**Problem statement**
Give the entries back exactly, dropping each image.

**Entries shown**
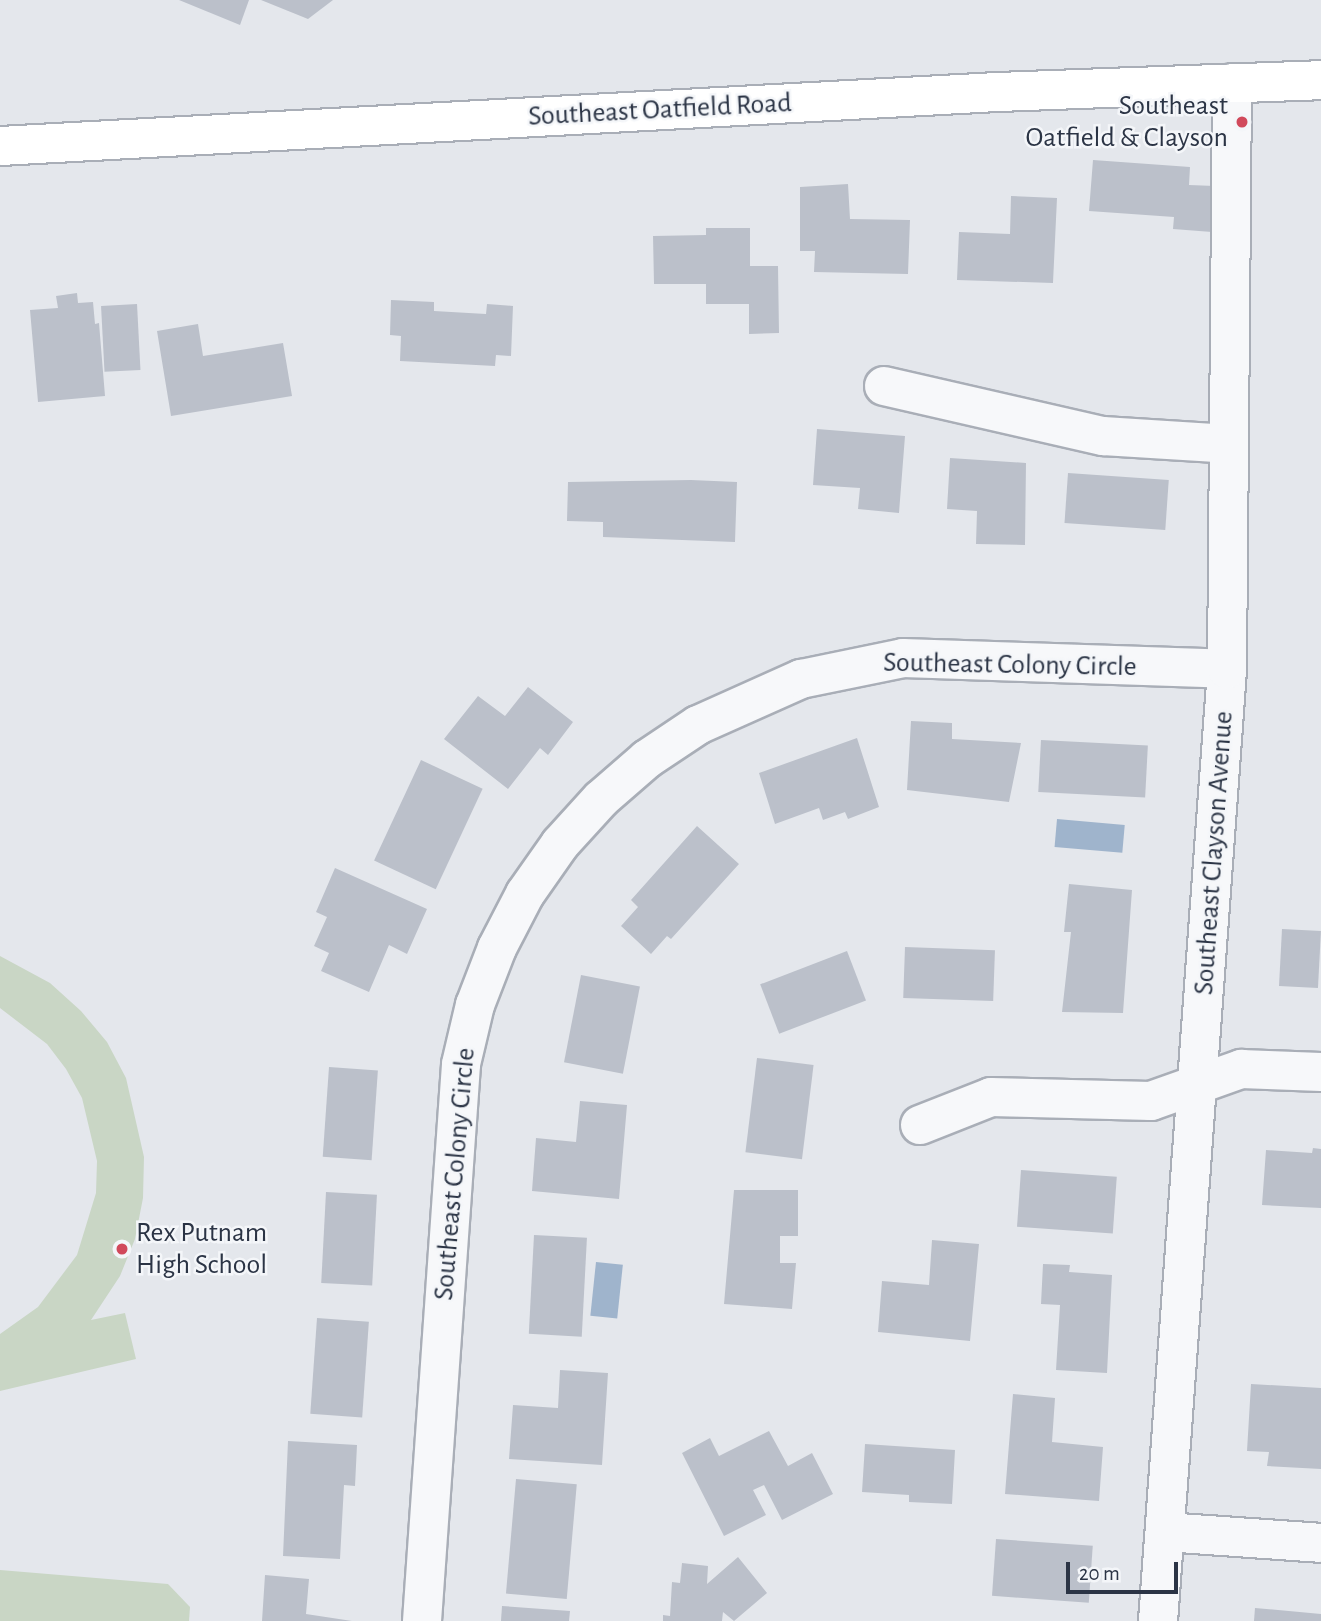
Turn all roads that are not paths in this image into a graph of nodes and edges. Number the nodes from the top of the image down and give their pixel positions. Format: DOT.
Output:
graph roads {
  1 [pos="1321,80"];
  2 [pos="1232,83"];
  3 [pos="0,146"];
  4 [pos="884,386"];
  5 [pos="1229,444"];
  6 [pos="1227,669"];
  7 [pos="1321,1072"];
  8 [pos="1197,1084"];
  9 [pos="920,1125"];
  10 [pos="1165,1532"];
  11 [pos="1321,1543"];
  12 [pos="422,1621"];
  13 [pos="1158,1621"];
  1 -- 2 [label="main road, Southeast Oatfield Road"];
  2 -- 3 [label="main road, Southeast Oatfield Road"];
  2 -- 5 [label="street, Southeast Clayson Avenue"];
  4 -- 5 [label="street"];
  5 -- 6 [label="street, Southeast Clayson Avenue"];
  6 -- 8 [label="street, Southeast Clayson Avenue"];
  6 -- 12 [label="street, Southeast Colony Circle"];
  7 -- 8 [label="street"];
  8 -- 9 [label="street"];
  8 -- 10 [label="street, Southeast Clayson Avenue"];
  10 -- 11 [label="street"];
  10 -- 13 [label="street, Southeast Clayson Avenue"];
}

**Final answer**
Turn all roads that are not paths in this image into a graph of nodes and edges. Number the nodes from the top of the image down and give their pixel positions. Format: DOT.
Output:
graph roads {
  1 [pos="1321,80"];
  2 [pos="1232,83"];
  3 [pos="0,146"];
  4 [pos="884,386"];
  5 [pos="1229,444"];
  6 [pos="1227,669"];
  7 [pos="1321,1072"];
  8 [pos="1197,1084"];
  9 [pos="920,1125"];
  10 [pos="1165,1532"];
  11 [pos="1321,1543"];
  12 [pos="422,1621"];
  13 [pos="1158,1621"];
  1 -- 2 [label="main road, Southeast Oatfield Road"];
  2 -- 3 [label="main road, Southeast Oatfield Road"];
  2 -- 5 [label="street, Southeast Clayson Avenue"];
  4 -- 5 [label="street"];
  5 -- 6 [label="street, Southeast Clayson Avenue"];
  6 -- 8 [label="street, Southeast Clayson Avenue"];
  6 -- 12 [label="street, Southeast Colony Circle"];
  7 -- 8 [label="street"];
  8 -- 9 [label="street"];
  8 -- 10 [label="street, Southeast Clayson Avenue"];
  10 -- 11 [label="street"];
  10 -- 13 [label="street, Southeast Clayson Avenue"];
}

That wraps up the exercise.